In conclusion, our results implicate lactoferrin as a dynamic protein in melioidosis. We show that lactoferrin does not impair growth of Bt in culture or intracellular replication in monocytic cells but that it does enhance activation of specific proinflammatory pathways in monocytic cells. Furthermore, we have identified TLR4 as a contributor to this proinflammatory cytokine activation. These investigations add to our growing knowledge of host defense in melioidosis.

Supporting information

S1 Fig. Lactoferrin does not alter IFN-γ production by THP-1 cells infected with Bt.

THP-1 cells were infected with Bt at an MOI of 1 and 10, and 1 hour later were treated with either media, or 100 μg/ml of rhLTF or phLTF. At 6 hours after infection, cell supernatants were collected and IFN-γ was measured by ELISA. Means ± standard deviations of duplicate conditions are displayed. rhLTF vs media and phLTF vs media groups were compared for each MOI by t-test. The concentrations of cytokines in uninfected cells, for all conditions, were below the level of detection. One representative example of two or three independent experiments is shown.

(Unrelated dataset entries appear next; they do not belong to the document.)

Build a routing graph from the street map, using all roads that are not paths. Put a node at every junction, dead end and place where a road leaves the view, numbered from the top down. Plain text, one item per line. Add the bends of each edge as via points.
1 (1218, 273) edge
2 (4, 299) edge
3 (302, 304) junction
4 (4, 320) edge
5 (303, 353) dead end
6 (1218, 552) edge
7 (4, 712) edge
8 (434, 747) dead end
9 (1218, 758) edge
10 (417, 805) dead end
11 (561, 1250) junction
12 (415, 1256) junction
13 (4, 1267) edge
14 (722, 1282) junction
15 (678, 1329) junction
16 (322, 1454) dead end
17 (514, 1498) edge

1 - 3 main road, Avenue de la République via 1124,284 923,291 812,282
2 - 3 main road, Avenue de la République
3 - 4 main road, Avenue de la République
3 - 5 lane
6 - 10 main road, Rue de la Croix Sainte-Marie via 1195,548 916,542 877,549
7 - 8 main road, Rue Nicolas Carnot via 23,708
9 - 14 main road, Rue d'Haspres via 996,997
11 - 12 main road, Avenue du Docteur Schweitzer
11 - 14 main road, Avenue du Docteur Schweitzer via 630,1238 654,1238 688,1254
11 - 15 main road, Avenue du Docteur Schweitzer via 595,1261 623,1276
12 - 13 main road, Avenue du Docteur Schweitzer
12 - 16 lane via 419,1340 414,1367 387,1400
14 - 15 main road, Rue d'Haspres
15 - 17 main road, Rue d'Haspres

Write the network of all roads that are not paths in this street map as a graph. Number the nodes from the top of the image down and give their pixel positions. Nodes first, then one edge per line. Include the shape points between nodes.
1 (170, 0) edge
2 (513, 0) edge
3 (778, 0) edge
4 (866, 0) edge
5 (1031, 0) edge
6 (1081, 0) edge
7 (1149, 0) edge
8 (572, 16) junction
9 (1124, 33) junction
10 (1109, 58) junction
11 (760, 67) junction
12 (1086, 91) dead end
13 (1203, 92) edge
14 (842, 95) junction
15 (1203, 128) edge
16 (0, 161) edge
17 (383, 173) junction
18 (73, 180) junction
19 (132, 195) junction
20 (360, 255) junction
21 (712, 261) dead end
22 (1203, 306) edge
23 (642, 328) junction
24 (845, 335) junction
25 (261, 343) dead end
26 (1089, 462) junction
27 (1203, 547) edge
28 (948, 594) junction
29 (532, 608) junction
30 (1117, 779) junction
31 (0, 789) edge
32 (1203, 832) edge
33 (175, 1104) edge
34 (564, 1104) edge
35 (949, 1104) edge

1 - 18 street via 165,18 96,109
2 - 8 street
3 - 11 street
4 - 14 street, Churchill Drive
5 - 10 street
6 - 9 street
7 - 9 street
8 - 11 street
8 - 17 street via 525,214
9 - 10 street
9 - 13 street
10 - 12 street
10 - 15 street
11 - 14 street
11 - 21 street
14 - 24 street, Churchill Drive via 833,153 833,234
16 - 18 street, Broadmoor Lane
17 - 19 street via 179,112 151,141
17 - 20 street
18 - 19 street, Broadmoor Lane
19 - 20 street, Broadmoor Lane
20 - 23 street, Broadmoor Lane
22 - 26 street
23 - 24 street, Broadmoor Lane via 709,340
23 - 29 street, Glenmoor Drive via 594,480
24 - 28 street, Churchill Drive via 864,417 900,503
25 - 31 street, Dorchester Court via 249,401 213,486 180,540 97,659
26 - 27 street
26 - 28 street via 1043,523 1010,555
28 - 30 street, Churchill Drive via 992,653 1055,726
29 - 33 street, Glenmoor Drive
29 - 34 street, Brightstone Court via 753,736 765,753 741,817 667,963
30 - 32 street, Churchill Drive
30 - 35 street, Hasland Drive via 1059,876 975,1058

https://doi.org/10.1371/journal.pntd.0008495.s001

(TIF)

S2 Fig. Lactoferrin does not alter TNF-α production by uninfected peripheral blood monocytes.

Peripheral blood monocytes were treated with either media, 100 μg/ml of rhLTF, or 100 μg/ml of phLTF. At 6 hours after treatment, cell supernatants were collected and TNF-α was measured by ELISA. Means ± standard deviations of triplicate conditions are displayed. rhLTF vs media and phLTF vs media groups were compared by t-test and both comparisons were above the limit of statistical significance (p>0.3 for both). One representative example of two independent experiments is shown.

https://doi.org/10.1371/journal.pntd.0008495.s002

(TIF)

Acknowledgments

The authors thank the patients and staff at Sunpasitthiprasong Hospital and Mahidol-Oxford Tropical Medicine Research Unit.